In later years, some games were removed from the service due to their licenses expiring, namely R-Type and Teenage Mutant Ninja Turtles, among others. The three Donkey Kong Country SNES games produced by Rare were withdrawn for unknown reasons despite Nintendo retaining the rights to them, and were later reinstated after being added to the Wii U eShop. Sonic the Hedgehog and its sequel Sonic the Hedgehog 2 were both removed in Japan in 2012. While the games returned to the Wii Shop Channel in 2013, they were removed yet again on October 30, 2015, on the Japanese Wii Shop Channel and Xbox Live Arcade in that region while the 3D Classics versions ported by M2 were still available on the Nintendo 3DS for download via the 3DS eShop. However, the games would remain available in both North America and Europe on the Wii Shop Channel and Xbox Live Arcade. While these and other removed titles can no longer be found or purchased from the Shop Channel, they remain available to those who have purchased them prior to their removal. Wii mini lacks digital distribution. Such users may still re-download them on their Wii consoles and even transfer them to a Wii U system using the "system transfer" tool. Any Wii Virtual Console titles can be transferred to the Wii U and played via its Wii Mode.

===Control===

Virtual Console games can be played using different controllers. The Wii Remote itself (turned on its side) can be used for NES, Master System, TurboGrafx-16, and some Mega Drive/Genesis and Neo Geo AES games. The original and the pro versions of Classic Controller (sold separately from the console) can be used for all Virtual Console games. The controllers from the GameCube can also be used for all games on the Virtual Console, except for some multiplayer TurboGrafx-16 games that use the GameCube controller for the fifth player. As a result of this, the wireless GameCube controller (the WaveBird) has seen increased popularity.

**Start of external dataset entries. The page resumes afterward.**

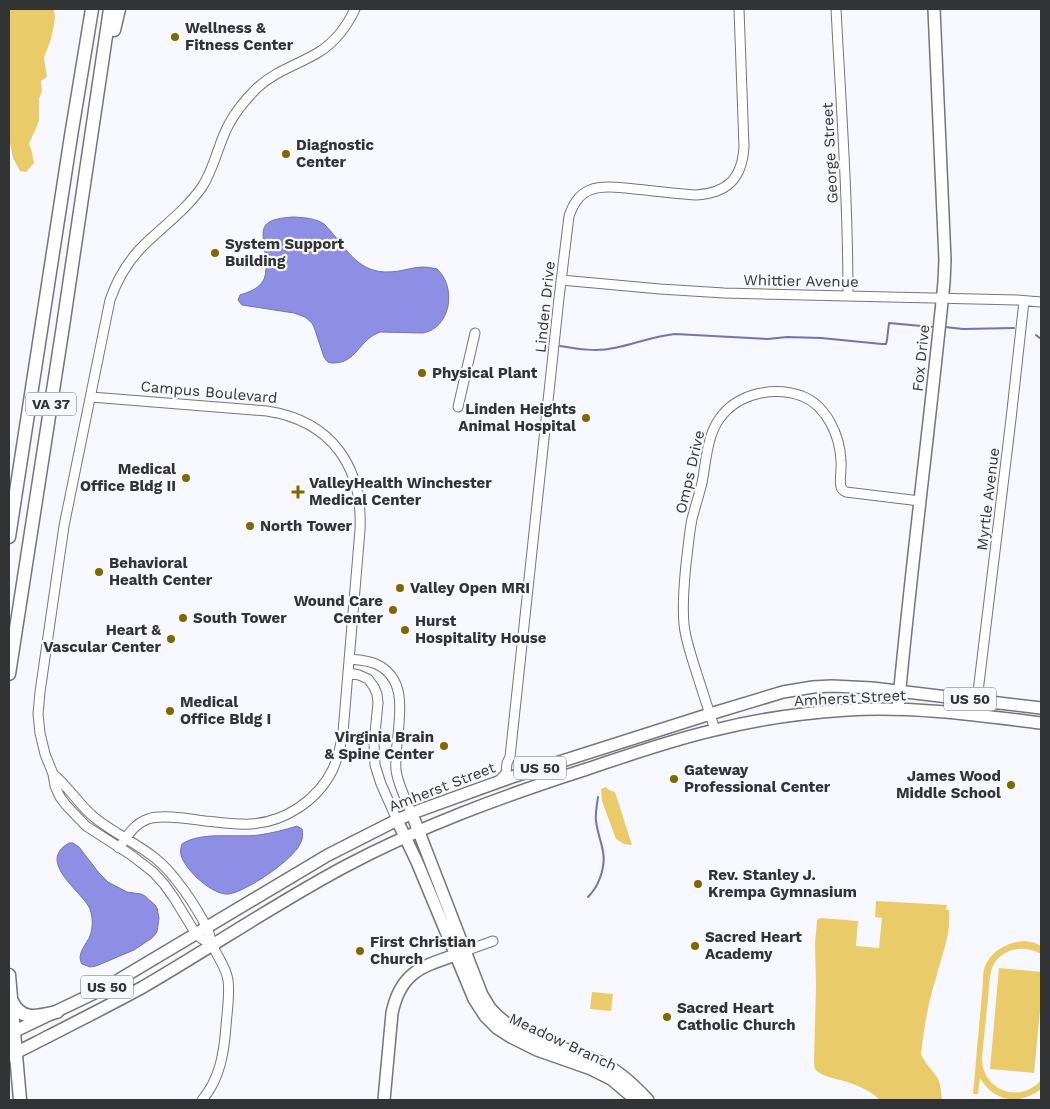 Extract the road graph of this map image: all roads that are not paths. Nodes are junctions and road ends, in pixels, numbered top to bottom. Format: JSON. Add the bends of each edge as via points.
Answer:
{"nodes":[{"id":1,"x":85,"y":9,"type":"edge"},
{"id":2,"x":92,"y":9,"type":"edge"},
{"id":3,"x":110,"y":9,"type":"edge"},
{"id":4,"x":119,"y":9,"type":"edge"},
{"id":5,"x":355,"y":9,"type":"edge"},
{"id":6,"x":739,"y":9,"type":"edge"},
{"id":7,"x":836,"y":9,"type":"edge"},
{"id":8,"x":934,"y":9,"type":"edge"},
{"id":9,"x":78,"y":90,"type":"junction"},
{"id":10,"x":92,"y":133,"type":"junction"},
{"id":11,"x":561,"y":280,"type":"junction"},
{"id":12,"x":848,"y":296,"type":"junction"},
{"id":13,"x":942,"y":298,"type":"junction"},
{"id":14,"x":1024,"y":301,"type":"junction"},
{"id":15,"x":1041,"y":302,"type":"edge"},
{"id":16,"x":475,"y":332,"type":"dead end"},
{"id":17,"x":91,"y":397,"type":"junction"},
{"id":18,"x":458,"y":407,"type":"dead end"},
{"id":19,"x":920,"y":501,"type":"junction"},
{"id":20,"x":9,"y":537,"type":"edge"},
{"id":21,"x":349,"y":659,"type":"junction"},
{"id":22,"x":348,"y":673,"type":"junction"},
{"id":23,"x":9,"y":674,"type":"edge"},
{"id":24,"x":899,"y":691,"type":"junction"},
{"id":25,"x":978,"y":700,"type":"junction"},
{"id":26,"x":1041,"y":708,"type":"edge"},
{"id":27,"x":898,"y":709,"type":"junction"},
{"id":28,"x":944,"y":712,"type":"junction"},
{"id":29,"x":710,"y":714,"type":"junction"},
{"id":30,"x":1041,"y":722,"type":"edge"},
{"id":31,"x":715,"y":730,"type":"junction"},
{"id":32,"x":510,"y":757,"type":"junction"},
{"id":33,"x":531,"y":771,"type":"junction"},
{"id":34,"x":53,"y":774,"type":"junction"},
{"id":35,"x":512,"y":777,"type":"junction"},
{"id":36,"x":498,"y":782,"type":"junction"},
{"id":37,"x":513,"y":793,"type":"junction"},
{"id":38,"x":484,"y":804,"type":"junction"},
{"id":39,"x":412,"y":814,"type":"junction"},
{"id":40,"x":397,"y":820,"type":"junction"},
{"id":41,"x":418,"y":831,"type":"junction"},
{"id":42,"x":406,"y":837,"type":"junction"},
{"id":43,"x":125,"y":838,"type":"junction"},
{"id":44,"x":119,"y":848,"type":"junction"},
{"id":45,"x":207,"y":927,"type":"junction"},
{"id":46,"x":196,"y":934,"type":"junction"},
{"id":47,"x":493,"y":941,"type":"dead end"},
{"id":48,"x":212,"y":945,"type":"junction"},
{"id":49,"x":460,"y":953,"type":"junction"},
{"id":50,"x":9,"y":975,"type":"edge"},
{"id":51,"x":11,"y":996,"type":"junction"},
{"id":52,"x":57,"y":1012,"type":"junction"},
{"id":53,"x":11,"y":1033,"type":"edge"},
{"id":54,"x":12,"y":1054,"type":"edge"},
{"id":55,"x":20,"y":1100,"type":"edge"},
{"id":56,"x":202,"y":1100,"type":"edge"},
{"id":57,"x":384,"y":1100,"type":"edge"},
{"id":58,"x":636,"y":1100,"type":"edge"},
{"id":59,"x":648,"y":1100,"type":"edge"}],
"edges":[{"from":1,"to":9,"type":"highway"},
{"from":2,"to":9,"type":"highway","number":"VA 37"},
{"from":3,"to":10,"type":"highway","number":"VA 37"},
{"from":4,"to":10,"type":"highway"},
{"from":5,"to":17,"type":"street","via":[[347,24],[325,47],[270,78],[246,99],[228,125],[215,162],[200,189],[178,215],[142,246],[123,271],[110,300]]},
{"from":6,"to":11,"type":"street","name":"Linden Drive","via":[[744,146],[738,172],[722,190],[705,195],[604,187],[584,193],[569,216]]},
{"from":7,"to":12,"type":"street","name":"George Street","via":[[844,138]]},
{"from":8,"to":13,"type":"main road","name":"Fox Drive","via":[[945,260]]},
{"from":9,"to":20,"type":"highway","number":"VA 37"},
{"from":10,"to":23,"type":"highway","number":"VA 37"},
{"from":11,"to":12,"type":"street","name":"Whittier Avenue","via":[[724,293]]},
{"from":11,"to":32,"type":"street","name":"Linden Drive"},
{"from":12,"to":13,"type":"street","name":"Whittier Avenue"},
{"from":13,"to":14,"type":"street","name":"Whittier Avenue"},
{"from":13,"to":19,"type":"main road","name":"Fox Drive"},
{"from":14,"to":15,"type":"street","name":"Whittier Avenue"},
{"from":14,"to":25,"type":"street","name":"Myrtle Avenue"},
{"from":16,"to":18,"type":"street"},
{"from":17,"to":21,"type":"street","name":"Campus Boulevard","via":[[288,414],[329,439],[349,468],[360,504]]},
{"from":17,"to":34,"type":"street","via":[[64,526],[40,692],[40,733]]},
{"from":19,"to":24,"type":"main road","name":"Fox Drive"},
{"from":19,"to":29,"type":"street","name":"Omps Drive","via":[[844,491],[841,486],[841,452],[835,432],[825,414],[810,400],[783,392],[758,393],[736,402],[726,411],[712,434],[692,520],[683,595],[686,639]]},
{"from":21,"to":22,"type":"street","name":"Campus Boulevard"},
{"from":21,"to":39,"type":"street","via":[[378,666],[389,674],[397,687],[400,704],[396,769]]},
{"from":22,"to":40,"type":"street","via":[[368,680],[377,694],[375,765]]},
{"from":22,"to":43,"type":"street","name":"Campus Boulevard","via":[[338,754],[328,778],[307,801],[278,818],[251,824],[152,818],[136,826]]},
{"from":24,"to":25,"type":"main road","name":"Amherst Street","number":"US 50"},
{"from":24,"to":27,"type":"main road","name":"Fox Drive"},
{"from":24,"to":29,"type":"main road","name":"Amherst Street","number":"US 50","via":[[851,686],[813,687],[774,694]]},
{"from":25,"to":26,"type":"main road","name":"Amherst Street","number":"US 50"},
{"from":25,"to":28,"type":"main road","via":[[975,708]]},
{"from":27,"to":28,"type":"main road","name":"Amherst Street","number":"US 50"},
{"from":27,"to":31,"type":"main road","name":"Amherst Street","number":"US 50","via":[[818,712]]},
{"from":28,"to":30,"type":"main road","name":"Amherst Street","number":"US 50"},
{"from":29,"to":31,"type":"street","name":"Omps Drive"},
{"from":29,"to":33,"type":"main road","name":"Amherst Street","number":"US 50"},
{"from":31,"to":37,"type":"main road","name":"Amherst Street","number":"US 50"},
{"from":32,"to":35,"type":"street","name":"Linden Drive"},
{"from":32,"to":36,"type":"street","name":"Linden Drive","via":[[506,773]]},
{"from":33,"to":35,"type":"main road","name":"Amherst Street","number":"US 50"},
{"from":33,"to":37,"type":"main road","via":[[518,780]]},
{"from":34,"to":43,"type":"street","via":[[95,818]]},
{"from":34,"to":44,"type":"street","via":[[57,791],[71,811],[86,826]]},
{"from":35,"to":36,"type":"main road","name":"Amherst Street","number":"US 50"},
{"from":35,"to":38,"type":"main road","via":[[506,790]]},
{"from":36,"to":39,"type":"main road","name":"Amherst Street","number":"US 50"},
{"from":37,"to":38,"type":"main road","name":"Amherst Street","number":"US 50"},
{"from":38,"to":41,"type":"main road","name":"Amherst Street","number":"US 50"},
{"from":39,"to":40,"type":"main road","name":"Amherst Street","number":"US 50"},
{"from":39,"to":41,"type":"main road"},
{"from":40,"to":42,"type":"main road"},
{"from":40,"to":45,"type":"main road","name":"Amherst Street","number":"US 50","via":[[328,855]]},
{"from":41,"to":42,"type":"main road","name":"Amherst Street","number":"US 50"},
{"from":41,"to":49,"type":"main road"},
{"from":42,"to":48,"type":"main road","name":"Amherst Street","number":"US 50","via":[[319,881]]},
{"from":42,"to":49,"type":"main road"},
{"from":43,"to":44,"type":"street","name":"Campus Boulevard"},
{"from":43,"to":45,"type":"street","via":[[146,850],[170,872]]},
{"from":44,"to":46,"type":"street","via":[[145,865],[164,884]]},
{"from":45,"to":46,"type":"main road","name":"Amherst Street","number":"US 50"},
{"from":45,"to":48,"type":"street"},
{"from":46,"to":48,"type":"street"},
{"from":46,"to":52,"type":"main road","name":"Amherst Street","number":"US 50","via":[[105,988]]},
{"from":47,"to":49,"type":"street"},
{"from":48,"to":54,"type":"main road","name":"Amherst Street","number":"US 50","via":[[116,1001]]},
{"from":48,"to":56,"type":"street","via":[[228,982],[226,1028],[221,1066]]},
{"from":49,"to":57,"type":"main road","via":[[415,971],[400,990],[389,1033]]},
{"from":49,"to":58,"type":"main road","name":"Meadow Branch","via":[[474,999],[497,1028],[537,1050],[591,1069],[610,1079]]},
{"from":49,"to":59,"type":"main road","name":"Meadow Branch","via":[[482,995],[505,1022],[541,1041],[612,1068]]},
{"from":50,"to":51,"type":"highway"},
{"from":51,"to":52,"type":"highway","via":[[15,1008],[22,1014],[32,1016]]},
{"from":51,"to":53,"type":"highway"},
{"from":52,"to":53,"type":"main road","name":"Amherst Street","number":"US 50"},
{"from":53,"to":54,"type":"highway"},
{"from":54,"to":55,"type":"highway"}]}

All Virtual Console games have their buttons mapped to the respective buttons on the controllers, however, in certain circumstances, users can use X and Y instead of A and B, if the original controller does not have X and Y buttons (for example the NES). In certain titles, such as Nintendo 64 games, there may be specific controls tailored to the Classic Controller or GameCube Controller. Nintendo 64 titles that originally provided force feedback via the Nintendo 64 controller's Rumble Pak peripheral, however, are not supported by the built-in "Rumble" feature of the Wii Remote (with a Classic Controller attached) and the GameCube controller.

With the release of Bomberman '93, it was revealed that TurboGrafx-16 games can support full five-player games. Since a single Wii can only have four Wii Remotes and four GameCube controllers connected at the same time, a combination of the two are needed for five-player games. The same issue is found in 5-8 player Commodore 64 games as well. Because the Wii U doesn't have GameCube controller ports, only up to four-player games can be played on the system.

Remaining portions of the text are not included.